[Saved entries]
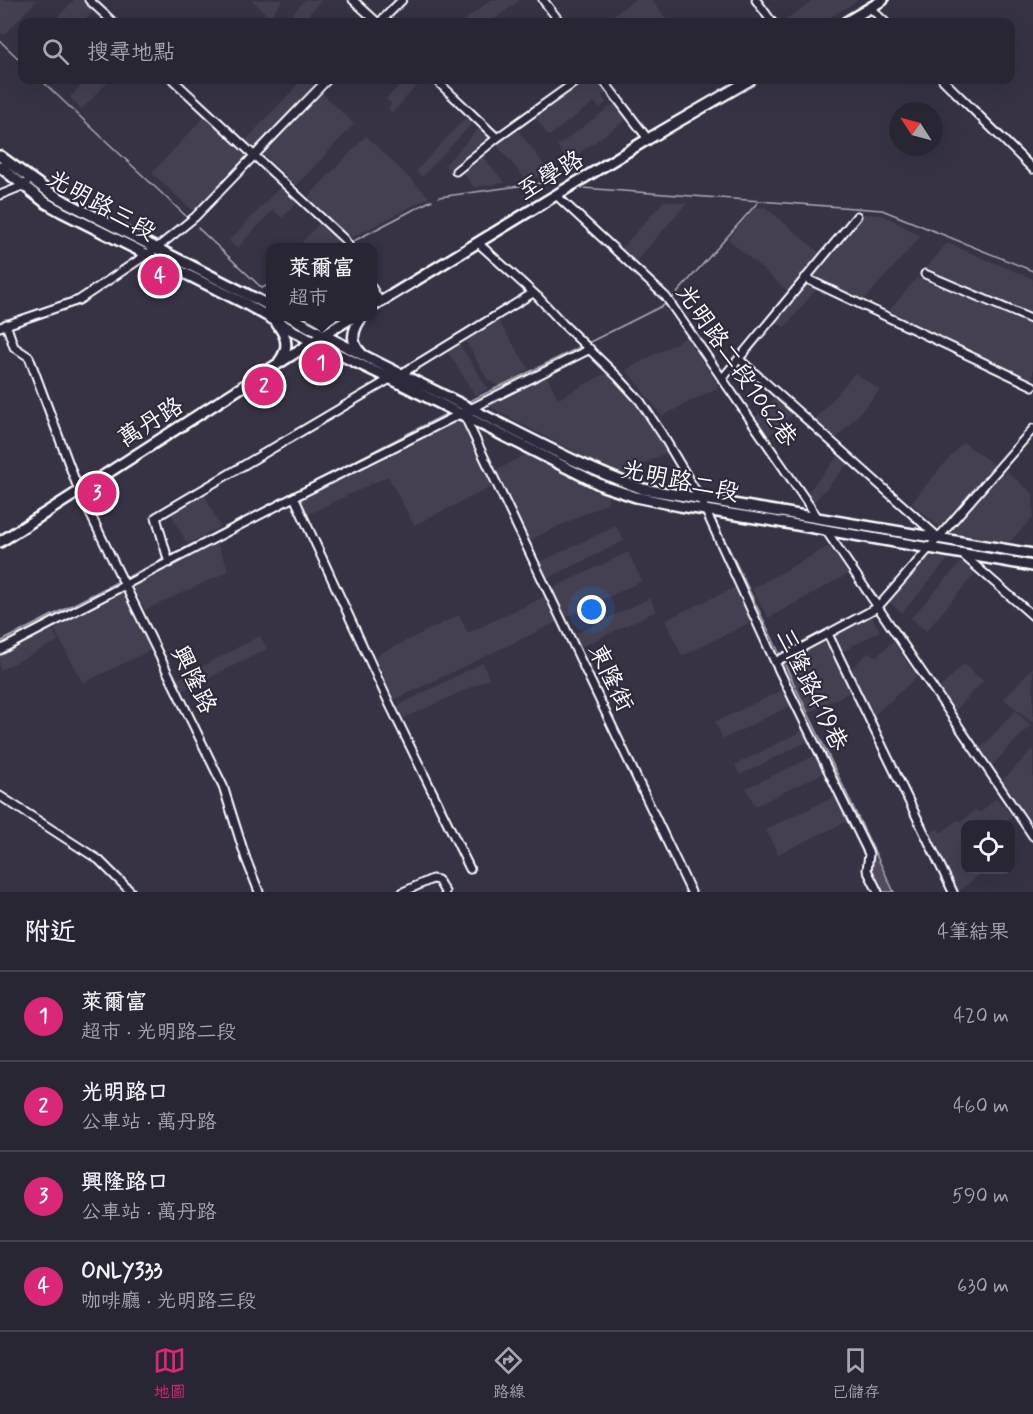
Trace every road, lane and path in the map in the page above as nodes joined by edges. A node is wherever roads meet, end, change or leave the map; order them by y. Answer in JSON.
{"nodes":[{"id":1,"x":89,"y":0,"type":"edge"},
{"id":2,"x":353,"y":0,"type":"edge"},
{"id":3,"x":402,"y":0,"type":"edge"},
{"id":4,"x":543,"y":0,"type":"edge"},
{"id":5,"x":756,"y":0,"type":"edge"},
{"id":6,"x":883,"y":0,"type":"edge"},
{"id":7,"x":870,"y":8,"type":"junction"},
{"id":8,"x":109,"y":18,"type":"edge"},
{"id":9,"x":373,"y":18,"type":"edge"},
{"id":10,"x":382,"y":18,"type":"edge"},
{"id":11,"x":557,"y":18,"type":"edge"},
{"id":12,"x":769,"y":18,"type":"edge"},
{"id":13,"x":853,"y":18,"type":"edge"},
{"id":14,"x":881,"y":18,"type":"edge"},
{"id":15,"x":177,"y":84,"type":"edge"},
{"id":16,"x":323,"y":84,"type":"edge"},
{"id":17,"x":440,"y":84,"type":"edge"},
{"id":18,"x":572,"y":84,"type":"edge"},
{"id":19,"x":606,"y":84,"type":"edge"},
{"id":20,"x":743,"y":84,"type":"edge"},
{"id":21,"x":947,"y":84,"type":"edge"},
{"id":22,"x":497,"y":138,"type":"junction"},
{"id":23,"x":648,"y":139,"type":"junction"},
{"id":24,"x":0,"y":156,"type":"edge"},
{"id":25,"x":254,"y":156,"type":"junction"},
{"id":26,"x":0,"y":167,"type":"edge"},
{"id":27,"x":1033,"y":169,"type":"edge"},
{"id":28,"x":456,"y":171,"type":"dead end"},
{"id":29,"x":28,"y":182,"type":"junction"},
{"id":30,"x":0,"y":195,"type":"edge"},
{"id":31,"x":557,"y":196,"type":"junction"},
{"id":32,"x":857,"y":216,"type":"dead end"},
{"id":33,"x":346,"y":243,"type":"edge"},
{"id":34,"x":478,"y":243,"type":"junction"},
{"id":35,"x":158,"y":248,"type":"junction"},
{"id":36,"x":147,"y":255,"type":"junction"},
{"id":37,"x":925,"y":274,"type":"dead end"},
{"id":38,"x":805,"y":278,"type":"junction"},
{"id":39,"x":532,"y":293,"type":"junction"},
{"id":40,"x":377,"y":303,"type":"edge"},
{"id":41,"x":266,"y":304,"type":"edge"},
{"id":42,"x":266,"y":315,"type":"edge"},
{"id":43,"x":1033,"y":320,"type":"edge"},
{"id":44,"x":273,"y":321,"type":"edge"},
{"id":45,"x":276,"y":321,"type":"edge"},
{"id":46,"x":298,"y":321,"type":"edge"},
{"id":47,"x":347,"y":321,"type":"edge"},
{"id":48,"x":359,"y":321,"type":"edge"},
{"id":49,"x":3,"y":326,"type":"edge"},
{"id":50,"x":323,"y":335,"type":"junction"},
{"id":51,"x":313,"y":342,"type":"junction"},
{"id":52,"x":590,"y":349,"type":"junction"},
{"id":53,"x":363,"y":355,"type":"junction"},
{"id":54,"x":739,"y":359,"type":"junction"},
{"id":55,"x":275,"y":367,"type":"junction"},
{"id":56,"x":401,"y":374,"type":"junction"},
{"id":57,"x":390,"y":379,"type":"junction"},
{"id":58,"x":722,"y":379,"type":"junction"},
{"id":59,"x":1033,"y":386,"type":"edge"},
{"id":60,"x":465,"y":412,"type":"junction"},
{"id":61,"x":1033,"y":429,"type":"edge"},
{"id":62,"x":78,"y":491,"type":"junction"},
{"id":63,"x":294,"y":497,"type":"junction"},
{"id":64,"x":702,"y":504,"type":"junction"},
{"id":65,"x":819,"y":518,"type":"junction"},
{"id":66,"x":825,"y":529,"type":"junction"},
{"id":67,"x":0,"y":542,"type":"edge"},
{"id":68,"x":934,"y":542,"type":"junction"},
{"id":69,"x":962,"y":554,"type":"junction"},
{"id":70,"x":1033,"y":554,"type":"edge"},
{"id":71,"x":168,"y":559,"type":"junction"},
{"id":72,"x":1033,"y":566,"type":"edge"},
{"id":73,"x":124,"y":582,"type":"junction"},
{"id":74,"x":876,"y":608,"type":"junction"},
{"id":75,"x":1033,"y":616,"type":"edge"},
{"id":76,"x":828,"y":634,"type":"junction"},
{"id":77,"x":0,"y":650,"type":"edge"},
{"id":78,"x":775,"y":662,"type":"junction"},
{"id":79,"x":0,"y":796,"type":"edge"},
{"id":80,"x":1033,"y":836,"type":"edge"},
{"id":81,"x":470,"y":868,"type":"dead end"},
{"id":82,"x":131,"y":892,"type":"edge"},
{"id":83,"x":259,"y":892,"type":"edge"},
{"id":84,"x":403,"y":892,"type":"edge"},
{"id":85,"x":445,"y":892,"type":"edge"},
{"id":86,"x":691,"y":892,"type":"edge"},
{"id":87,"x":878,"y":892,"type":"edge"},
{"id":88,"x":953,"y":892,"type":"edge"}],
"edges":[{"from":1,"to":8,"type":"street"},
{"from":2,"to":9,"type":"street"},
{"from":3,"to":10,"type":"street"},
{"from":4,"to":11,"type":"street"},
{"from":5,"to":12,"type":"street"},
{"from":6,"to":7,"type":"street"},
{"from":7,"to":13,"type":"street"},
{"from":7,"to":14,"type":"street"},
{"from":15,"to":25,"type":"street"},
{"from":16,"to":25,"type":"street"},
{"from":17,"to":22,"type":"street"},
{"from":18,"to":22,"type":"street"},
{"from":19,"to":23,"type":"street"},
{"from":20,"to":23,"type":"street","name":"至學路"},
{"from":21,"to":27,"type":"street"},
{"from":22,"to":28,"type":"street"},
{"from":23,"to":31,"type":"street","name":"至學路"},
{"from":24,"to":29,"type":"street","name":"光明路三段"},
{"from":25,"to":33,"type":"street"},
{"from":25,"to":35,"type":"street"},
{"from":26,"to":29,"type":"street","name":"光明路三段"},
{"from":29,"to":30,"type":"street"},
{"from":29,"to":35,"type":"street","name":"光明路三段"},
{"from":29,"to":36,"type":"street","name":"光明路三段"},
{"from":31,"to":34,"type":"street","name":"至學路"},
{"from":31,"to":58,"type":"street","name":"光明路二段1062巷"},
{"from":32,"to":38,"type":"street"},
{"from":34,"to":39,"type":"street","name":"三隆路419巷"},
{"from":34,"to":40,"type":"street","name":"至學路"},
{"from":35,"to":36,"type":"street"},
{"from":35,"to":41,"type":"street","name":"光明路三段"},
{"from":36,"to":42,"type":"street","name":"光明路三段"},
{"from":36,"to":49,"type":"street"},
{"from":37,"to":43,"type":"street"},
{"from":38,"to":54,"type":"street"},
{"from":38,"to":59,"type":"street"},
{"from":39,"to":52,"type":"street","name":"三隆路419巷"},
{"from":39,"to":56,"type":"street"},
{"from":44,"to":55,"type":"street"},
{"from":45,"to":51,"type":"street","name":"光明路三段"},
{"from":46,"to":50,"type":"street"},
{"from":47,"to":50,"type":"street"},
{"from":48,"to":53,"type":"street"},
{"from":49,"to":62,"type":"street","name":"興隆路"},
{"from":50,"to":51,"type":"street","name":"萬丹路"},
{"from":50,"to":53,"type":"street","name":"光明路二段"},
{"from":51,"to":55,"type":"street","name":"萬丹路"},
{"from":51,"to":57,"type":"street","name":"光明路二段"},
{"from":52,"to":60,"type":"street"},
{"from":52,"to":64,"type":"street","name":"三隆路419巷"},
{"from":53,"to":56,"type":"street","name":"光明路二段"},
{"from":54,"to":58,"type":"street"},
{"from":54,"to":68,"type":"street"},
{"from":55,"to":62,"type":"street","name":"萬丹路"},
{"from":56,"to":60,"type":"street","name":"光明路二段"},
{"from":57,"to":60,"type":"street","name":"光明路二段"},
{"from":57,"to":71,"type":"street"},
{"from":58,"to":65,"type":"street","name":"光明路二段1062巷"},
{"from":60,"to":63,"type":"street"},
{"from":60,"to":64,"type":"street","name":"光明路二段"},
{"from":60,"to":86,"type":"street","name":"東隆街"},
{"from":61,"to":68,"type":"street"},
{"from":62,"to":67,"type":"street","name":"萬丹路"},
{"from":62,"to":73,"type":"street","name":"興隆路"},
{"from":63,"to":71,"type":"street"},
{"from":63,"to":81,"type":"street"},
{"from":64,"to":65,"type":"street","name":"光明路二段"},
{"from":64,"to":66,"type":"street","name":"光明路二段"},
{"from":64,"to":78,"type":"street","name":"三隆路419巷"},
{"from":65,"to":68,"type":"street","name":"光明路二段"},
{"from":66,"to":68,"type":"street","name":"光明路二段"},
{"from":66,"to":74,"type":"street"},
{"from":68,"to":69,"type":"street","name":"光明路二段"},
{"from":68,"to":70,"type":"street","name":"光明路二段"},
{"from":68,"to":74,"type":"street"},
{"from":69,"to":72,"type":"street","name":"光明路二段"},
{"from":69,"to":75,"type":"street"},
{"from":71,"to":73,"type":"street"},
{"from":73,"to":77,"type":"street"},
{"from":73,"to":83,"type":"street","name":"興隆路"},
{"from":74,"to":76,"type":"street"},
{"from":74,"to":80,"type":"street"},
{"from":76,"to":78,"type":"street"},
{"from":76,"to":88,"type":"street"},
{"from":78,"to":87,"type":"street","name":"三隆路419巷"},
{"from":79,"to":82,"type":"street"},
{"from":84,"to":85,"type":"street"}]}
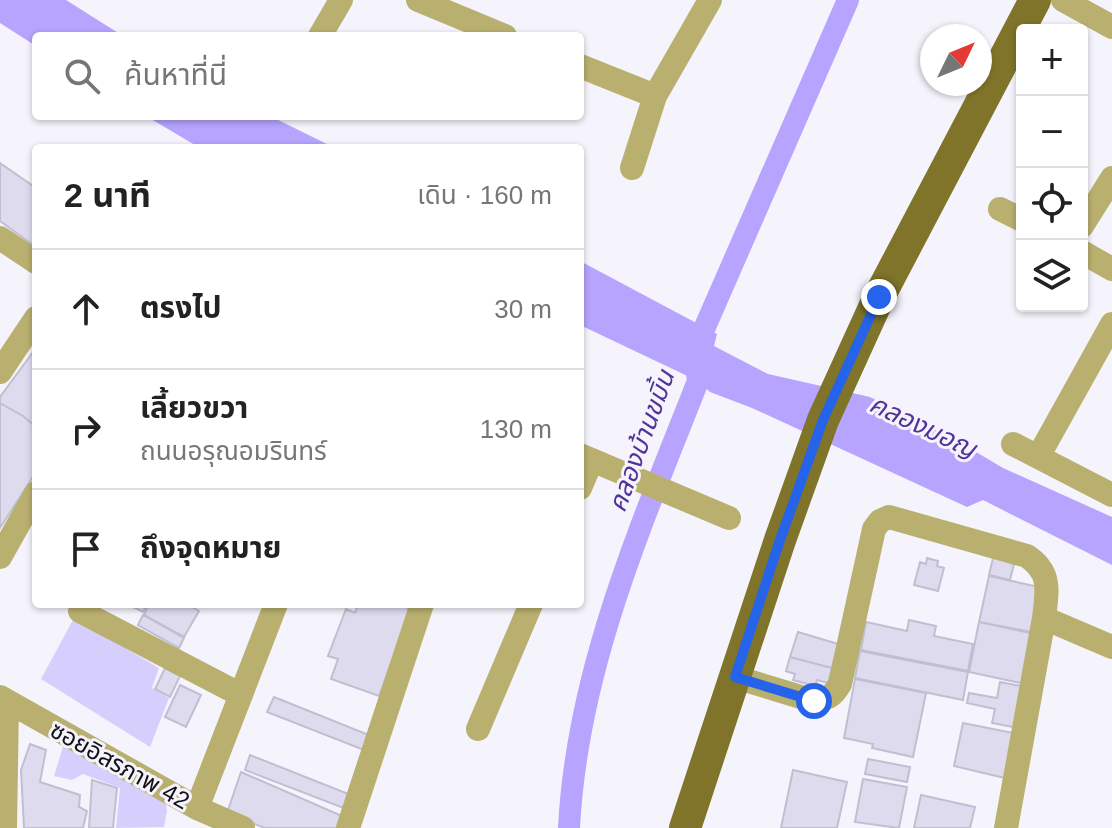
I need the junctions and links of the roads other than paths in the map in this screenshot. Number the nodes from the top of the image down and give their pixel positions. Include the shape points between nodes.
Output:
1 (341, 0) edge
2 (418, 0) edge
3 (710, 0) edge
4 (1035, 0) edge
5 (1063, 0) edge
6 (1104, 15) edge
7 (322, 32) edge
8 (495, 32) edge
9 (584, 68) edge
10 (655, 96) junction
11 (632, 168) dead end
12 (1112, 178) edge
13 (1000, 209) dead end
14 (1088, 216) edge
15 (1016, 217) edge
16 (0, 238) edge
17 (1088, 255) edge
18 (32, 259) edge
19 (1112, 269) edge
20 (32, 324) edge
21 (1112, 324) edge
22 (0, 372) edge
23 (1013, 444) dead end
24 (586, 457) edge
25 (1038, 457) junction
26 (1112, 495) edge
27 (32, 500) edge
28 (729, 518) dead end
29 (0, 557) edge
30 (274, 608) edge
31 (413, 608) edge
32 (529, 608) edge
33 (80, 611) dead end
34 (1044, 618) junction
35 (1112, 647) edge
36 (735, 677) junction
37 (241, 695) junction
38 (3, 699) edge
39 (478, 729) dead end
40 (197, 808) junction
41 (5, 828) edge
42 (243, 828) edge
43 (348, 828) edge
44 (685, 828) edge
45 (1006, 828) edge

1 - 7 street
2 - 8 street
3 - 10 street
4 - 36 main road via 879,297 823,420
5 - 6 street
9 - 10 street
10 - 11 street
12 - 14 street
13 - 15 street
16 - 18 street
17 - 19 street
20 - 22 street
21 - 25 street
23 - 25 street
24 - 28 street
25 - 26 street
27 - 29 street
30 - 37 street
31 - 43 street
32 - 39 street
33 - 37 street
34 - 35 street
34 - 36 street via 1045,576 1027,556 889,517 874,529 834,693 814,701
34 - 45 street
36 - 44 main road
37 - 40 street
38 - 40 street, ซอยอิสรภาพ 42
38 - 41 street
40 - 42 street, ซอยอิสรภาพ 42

**Task instructions:** The answer should be a number alone: the count of lines in the records that hold the word "dead".

**Exercise result:** 10